Just count the pectine teeth. 

Cheers,
Dave


----------



## Kugellager (Apr 20, 2004)

Well looks like one of my C.gracilis decided to join the fun.   Looks like there are about 18-20 babies.

John
];')


----------



## Scorpie (Apr 21, 2004)

Wolvie56X said:
			
		

> anyone know a good number of crickets i should put in there? 6 adult C. Limbatus
> 
> Wolvie


i think 8 would be fine. put 4 in when they are eaten put the other 4 in.


----------



## skinheaddave (Apr 21, 2004)

Excellent John!  It is a small batch, but that just means less babies to feed.    I notice that they are already 2nd instar.  Any idea when they were born or did you miss that?  My second C.exilicauda decided to join the fun yesterday, BTW.

EDIT:  And, as I just found out, my second C.gracilis decided last night that it was feeling left out and dropped some young.

Cheers,
Dave


----------



## Kugellager (Apr 21, 2004)

It was sometime between last night and last monday...I think...I don't recall if I checked in on them earlier...It strange that they are still on the mothers back.  All of the other scorps I have had have come of the mothers back within a day or so of molting to second instar...How long did yours remain with the mother?

Excellent on the C.exilicauda...are you going to put in the extra time to raise more to adulthood this time around?

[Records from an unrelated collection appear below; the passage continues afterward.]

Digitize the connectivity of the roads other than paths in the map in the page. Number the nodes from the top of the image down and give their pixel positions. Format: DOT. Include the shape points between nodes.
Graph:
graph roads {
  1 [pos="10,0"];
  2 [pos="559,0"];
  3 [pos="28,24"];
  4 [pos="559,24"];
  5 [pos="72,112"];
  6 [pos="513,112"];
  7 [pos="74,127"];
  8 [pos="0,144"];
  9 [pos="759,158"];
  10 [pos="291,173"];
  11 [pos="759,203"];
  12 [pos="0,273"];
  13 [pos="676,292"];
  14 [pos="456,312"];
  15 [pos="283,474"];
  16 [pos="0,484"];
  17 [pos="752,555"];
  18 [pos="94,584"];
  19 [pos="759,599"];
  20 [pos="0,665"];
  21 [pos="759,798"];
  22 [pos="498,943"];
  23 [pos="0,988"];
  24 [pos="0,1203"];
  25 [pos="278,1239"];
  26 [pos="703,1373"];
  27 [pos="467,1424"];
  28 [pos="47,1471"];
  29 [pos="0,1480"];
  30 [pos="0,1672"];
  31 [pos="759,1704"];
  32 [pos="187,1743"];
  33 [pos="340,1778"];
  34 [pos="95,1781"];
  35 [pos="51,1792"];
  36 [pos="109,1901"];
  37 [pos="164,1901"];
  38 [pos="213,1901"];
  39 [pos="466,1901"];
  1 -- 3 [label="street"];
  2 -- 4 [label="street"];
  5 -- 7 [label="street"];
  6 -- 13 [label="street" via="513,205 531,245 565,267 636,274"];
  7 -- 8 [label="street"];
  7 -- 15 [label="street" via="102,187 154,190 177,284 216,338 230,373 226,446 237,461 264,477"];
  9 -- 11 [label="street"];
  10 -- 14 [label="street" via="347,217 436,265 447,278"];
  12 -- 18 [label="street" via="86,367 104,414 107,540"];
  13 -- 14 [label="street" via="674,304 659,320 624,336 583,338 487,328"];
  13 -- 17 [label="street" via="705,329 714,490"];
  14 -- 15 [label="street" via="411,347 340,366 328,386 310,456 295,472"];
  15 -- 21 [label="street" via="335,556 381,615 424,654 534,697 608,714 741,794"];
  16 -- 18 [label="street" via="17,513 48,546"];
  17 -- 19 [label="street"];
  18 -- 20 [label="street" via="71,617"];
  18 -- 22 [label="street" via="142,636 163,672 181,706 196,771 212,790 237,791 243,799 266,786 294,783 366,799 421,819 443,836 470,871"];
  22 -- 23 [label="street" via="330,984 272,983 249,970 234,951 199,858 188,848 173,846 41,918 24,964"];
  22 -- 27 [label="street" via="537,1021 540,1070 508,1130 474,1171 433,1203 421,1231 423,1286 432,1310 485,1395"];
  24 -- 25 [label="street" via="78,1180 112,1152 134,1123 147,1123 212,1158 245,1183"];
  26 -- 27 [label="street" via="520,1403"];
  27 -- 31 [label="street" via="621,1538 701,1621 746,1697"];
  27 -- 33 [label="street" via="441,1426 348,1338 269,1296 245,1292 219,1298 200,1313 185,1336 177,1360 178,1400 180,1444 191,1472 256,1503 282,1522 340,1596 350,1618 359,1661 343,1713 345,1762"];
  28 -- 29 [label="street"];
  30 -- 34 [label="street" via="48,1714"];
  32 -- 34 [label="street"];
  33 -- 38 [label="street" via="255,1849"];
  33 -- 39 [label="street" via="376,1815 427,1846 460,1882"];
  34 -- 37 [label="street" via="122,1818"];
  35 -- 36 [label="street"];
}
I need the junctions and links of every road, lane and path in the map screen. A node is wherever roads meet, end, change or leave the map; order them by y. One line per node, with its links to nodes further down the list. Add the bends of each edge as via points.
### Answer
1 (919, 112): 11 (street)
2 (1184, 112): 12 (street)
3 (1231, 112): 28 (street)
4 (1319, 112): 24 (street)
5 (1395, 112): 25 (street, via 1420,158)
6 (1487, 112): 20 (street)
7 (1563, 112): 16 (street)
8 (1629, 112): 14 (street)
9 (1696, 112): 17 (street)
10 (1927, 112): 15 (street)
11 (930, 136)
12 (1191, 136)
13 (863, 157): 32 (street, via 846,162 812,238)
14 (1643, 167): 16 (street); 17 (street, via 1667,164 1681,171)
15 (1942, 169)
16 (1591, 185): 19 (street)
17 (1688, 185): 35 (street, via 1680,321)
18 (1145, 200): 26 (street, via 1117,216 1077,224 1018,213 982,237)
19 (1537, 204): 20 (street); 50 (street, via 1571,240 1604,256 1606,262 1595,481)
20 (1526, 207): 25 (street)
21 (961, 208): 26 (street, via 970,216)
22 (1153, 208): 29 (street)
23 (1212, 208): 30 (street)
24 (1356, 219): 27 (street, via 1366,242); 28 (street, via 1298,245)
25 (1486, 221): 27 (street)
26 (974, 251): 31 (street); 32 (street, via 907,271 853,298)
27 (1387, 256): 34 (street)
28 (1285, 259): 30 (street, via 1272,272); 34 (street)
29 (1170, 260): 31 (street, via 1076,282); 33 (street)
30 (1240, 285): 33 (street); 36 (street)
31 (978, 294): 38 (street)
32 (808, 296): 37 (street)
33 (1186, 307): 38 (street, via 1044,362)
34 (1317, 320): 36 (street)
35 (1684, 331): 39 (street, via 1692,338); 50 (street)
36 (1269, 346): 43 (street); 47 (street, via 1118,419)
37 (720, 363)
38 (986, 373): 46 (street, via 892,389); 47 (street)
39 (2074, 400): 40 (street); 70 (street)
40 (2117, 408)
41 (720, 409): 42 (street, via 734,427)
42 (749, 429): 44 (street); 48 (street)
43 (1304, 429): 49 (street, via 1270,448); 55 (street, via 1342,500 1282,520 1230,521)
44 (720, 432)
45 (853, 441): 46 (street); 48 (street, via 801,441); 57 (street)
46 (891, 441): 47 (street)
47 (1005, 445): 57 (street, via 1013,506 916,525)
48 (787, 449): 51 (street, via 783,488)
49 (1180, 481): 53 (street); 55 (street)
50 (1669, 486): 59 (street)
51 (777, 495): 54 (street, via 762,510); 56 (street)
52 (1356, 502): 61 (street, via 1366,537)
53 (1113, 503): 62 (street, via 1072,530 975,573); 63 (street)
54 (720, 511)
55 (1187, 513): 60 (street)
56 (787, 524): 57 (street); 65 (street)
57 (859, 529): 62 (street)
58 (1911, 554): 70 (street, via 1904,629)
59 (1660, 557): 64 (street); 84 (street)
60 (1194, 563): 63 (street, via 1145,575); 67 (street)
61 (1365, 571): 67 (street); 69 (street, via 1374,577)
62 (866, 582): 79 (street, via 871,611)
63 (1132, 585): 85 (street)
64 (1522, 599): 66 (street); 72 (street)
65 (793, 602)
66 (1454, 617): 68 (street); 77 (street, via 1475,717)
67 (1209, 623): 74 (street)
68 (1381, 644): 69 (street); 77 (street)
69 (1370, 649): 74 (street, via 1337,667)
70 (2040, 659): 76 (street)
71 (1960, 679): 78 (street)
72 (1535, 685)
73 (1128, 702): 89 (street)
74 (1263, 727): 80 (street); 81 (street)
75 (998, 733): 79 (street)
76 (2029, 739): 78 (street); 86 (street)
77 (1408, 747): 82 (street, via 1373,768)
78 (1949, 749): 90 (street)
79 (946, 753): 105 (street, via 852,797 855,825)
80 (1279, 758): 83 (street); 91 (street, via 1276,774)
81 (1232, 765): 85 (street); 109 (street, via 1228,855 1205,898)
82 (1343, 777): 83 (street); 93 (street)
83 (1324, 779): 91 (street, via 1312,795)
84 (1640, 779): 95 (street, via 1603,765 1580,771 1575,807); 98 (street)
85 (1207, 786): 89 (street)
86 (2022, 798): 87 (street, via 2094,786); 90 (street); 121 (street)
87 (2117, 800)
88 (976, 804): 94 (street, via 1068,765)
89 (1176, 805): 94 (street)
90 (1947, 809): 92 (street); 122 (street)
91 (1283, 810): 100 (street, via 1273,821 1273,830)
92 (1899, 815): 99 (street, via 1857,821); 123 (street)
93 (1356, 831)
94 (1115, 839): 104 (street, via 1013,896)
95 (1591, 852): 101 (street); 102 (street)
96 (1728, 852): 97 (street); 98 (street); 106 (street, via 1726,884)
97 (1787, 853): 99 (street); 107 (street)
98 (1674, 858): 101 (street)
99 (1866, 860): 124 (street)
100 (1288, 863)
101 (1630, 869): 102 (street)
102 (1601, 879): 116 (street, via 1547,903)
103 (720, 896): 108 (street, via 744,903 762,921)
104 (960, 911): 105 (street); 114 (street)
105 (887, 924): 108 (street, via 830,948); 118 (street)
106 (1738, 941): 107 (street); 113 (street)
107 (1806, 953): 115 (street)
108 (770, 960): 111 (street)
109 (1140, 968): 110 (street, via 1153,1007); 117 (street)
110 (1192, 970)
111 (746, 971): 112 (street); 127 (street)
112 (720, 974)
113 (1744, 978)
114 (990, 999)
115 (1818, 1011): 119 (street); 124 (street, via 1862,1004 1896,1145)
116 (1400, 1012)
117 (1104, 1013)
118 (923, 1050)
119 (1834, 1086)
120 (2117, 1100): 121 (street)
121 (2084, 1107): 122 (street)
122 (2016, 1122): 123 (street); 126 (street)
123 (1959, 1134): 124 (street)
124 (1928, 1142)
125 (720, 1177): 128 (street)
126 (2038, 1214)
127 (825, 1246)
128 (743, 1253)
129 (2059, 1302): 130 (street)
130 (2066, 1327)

You still have a couple from tha first batch last year don't you?

John
];')


----------



## scorpio (Apr 21, 2004)

I think one of my C. exillicauda is gravid as well


----------



## skinheaddave (Apr 21, 2004)

I didn't have much luck with C.exilicauda last time around, but this time I expect better results.  As for leaving the mother's back, I have found that C.gracilis and to a lesser extent C.margaritatus will climb back on a lot.  My one C.gracilis had an almost empty back at one point but when I went to take her out of the baby enclosure a couple hours later she had about a dozen on her.  It was actually 6 days from 2nd instar to when they left her back.  Compare that to only 2 days for C.margaritatus.

Cheers,
Dave


----------



## Kugellager (Apr 21, 2004)

skinheaddave said:
			
		

> As for leaving the mother's back, I have found that C.gracilis and to a lesser extent C.margaritatus will climb back on a lot.   It was actually 6 days from 2nd instar to when they left her back. Cheers,
> Dave


Hmmmm...me-thinks i may have to check the main C.gracilis enclosure for some scorp munchkins.

John
];')


----------



## Eurypterid (Apr 21, 2004)

Kugellager said:
			
		

> Hmmmm...me-thinks i may have to check the main C.gracilis enclosure for some scorp munchkins.
> 
> John
> ];')


Good idea. As of yesterday, I have now had 5 litters.

Gary

Edited: Did I say 5? I meant 6. Hard to keep track, since those are just the _C. gracilis_.


----------



## Kugellager (Apr 26, 2004)

Interesting but crappy experience...frustrated too

Well all the baby C.gracilis are now deseased due to mites on the mother.  The adults came in with mites and I had a difficult time getting rid of them...haven't yet in my C.gracilis no my C.margaritatas enclosures...anyway the few that were on the mother instantly multiplied and proceeded to kill and partially eat all the babies.  The remainder of which are stuck to the mother...I just hope the other large female doesn't pop..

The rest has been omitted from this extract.